## Task
Copy each line in the data below that contains the word "Creta".

## Data extract
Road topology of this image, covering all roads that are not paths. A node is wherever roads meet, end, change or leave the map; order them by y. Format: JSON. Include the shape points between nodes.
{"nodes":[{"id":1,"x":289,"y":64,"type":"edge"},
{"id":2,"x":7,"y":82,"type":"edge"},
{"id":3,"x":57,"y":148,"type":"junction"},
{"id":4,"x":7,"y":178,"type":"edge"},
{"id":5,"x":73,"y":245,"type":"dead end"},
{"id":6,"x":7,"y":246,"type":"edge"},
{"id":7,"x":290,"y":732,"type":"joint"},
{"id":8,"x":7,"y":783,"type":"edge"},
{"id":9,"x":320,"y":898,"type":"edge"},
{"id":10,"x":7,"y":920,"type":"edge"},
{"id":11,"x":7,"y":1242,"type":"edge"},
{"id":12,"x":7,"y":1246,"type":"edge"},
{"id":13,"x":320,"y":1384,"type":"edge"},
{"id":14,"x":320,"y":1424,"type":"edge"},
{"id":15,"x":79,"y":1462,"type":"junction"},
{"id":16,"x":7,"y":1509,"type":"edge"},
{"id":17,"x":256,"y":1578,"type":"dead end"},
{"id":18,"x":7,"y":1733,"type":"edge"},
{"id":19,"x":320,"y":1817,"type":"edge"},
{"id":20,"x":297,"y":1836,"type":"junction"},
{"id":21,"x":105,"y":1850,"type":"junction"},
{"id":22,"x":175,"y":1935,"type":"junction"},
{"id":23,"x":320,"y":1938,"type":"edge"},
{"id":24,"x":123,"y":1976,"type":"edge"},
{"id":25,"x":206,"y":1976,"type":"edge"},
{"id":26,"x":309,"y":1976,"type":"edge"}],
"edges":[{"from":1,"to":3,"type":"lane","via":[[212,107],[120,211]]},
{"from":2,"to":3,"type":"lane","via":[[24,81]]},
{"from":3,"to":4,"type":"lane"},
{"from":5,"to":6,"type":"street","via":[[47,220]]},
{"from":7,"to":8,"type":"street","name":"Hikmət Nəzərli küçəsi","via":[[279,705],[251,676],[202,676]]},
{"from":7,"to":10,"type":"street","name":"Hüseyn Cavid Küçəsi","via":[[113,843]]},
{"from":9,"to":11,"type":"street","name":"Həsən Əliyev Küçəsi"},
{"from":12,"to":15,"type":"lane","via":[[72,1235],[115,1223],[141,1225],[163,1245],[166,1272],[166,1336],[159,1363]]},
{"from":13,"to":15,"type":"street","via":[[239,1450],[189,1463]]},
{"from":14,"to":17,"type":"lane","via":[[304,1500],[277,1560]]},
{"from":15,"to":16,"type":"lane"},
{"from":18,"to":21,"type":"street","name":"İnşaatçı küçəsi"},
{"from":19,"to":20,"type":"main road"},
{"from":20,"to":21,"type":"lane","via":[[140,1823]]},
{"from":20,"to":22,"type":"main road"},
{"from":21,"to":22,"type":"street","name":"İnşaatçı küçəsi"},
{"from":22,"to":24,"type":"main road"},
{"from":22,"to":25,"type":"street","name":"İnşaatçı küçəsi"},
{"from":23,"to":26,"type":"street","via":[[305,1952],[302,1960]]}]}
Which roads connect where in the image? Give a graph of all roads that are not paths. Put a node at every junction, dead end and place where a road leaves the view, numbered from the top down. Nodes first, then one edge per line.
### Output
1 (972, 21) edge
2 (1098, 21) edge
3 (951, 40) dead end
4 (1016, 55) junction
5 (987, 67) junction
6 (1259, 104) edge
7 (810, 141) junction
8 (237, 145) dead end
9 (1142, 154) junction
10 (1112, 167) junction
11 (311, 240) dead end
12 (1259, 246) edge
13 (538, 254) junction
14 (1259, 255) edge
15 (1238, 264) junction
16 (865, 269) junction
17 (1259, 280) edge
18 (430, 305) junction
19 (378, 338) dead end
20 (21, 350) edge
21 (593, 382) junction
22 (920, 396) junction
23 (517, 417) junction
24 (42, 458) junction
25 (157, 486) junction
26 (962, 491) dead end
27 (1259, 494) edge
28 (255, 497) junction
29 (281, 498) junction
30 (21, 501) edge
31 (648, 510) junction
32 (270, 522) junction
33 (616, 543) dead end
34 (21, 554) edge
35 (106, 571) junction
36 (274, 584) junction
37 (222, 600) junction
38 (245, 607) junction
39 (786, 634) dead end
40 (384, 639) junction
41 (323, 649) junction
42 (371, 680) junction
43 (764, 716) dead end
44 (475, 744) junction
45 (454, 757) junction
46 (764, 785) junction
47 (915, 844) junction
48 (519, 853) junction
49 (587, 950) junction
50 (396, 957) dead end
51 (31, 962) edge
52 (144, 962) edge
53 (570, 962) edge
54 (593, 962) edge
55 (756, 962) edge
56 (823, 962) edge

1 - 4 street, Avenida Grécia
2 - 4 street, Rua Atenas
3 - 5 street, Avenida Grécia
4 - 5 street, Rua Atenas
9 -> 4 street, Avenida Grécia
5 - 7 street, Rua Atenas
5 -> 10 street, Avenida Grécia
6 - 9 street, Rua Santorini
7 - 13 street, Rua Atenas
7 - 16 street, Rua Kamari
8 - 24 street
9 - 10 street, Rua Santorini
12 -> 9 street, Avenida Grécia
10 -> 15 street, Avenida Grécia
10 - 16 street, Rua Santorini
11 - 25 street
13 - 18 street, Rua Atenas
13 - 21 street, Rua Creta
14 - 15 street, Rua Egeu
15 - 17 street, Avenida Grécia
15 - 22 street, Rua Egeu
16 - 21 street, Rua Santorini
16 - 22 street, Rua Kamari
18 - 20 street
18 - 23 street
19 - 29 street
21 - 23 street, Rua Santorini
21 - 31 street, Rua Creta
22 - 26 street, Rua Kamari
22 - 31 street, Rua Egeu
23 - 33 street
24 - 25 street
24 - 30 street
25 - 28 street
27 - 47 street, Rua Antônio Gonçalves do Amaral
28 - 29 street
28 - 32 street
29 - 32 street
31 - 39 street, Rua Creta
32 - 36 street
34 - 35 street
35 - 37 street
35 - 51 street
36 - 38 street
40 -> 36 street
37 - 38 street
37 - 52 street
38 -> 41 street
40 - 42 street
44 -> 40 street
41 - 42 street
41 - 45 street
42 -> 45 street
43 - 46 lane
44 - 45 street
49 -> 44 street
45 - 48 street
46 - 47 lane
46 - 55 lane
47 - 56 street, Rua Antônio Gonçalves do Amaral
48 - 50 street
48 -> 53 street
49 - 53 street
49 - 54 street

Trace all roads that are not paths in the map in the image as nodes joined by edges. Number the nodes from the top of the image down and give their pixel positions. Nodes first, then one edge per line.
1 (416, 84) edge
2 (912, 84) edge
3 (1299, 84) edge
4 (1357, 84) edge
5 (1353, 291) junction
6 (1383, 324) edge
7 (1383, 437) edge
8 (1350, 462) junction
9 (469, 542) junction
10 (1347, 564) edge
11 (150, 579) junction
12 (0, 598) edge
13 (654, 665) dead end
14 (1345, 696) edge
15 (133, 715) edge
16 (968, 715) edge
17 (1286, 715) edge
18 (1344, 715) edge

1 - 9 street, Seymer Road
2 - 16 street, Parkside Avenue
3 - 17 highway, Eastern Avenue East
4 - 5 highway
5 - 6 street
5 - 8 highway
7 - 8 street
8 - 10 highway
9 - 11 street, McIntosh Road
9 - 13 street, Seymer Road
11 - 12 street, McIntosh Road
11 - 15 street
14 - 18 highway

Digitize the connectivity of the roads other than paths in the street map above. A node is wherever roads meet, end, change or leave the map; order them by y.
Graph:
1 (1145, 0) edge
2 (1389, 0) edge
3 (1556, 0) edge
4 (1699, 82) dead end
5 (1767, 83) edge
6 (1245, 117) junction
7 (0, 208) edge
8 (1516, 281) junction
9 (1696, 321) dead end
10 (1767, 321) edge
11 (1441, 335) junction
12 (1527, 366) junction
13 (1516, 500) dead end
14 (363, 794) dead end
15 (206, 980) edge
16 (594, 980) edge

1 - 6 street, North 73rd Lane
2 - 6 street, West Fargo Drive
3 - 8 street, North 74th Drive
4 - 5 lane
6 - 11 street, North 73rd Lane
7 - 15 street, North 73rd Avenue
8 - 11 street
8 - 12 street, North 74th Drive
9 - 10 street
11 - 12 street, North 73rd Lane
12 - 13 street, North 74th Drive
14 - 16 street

## Response to the task
13 - 21 street, Rua Creta
21 - 31 street, Rua Creta
31 - 39 street, Rua Creta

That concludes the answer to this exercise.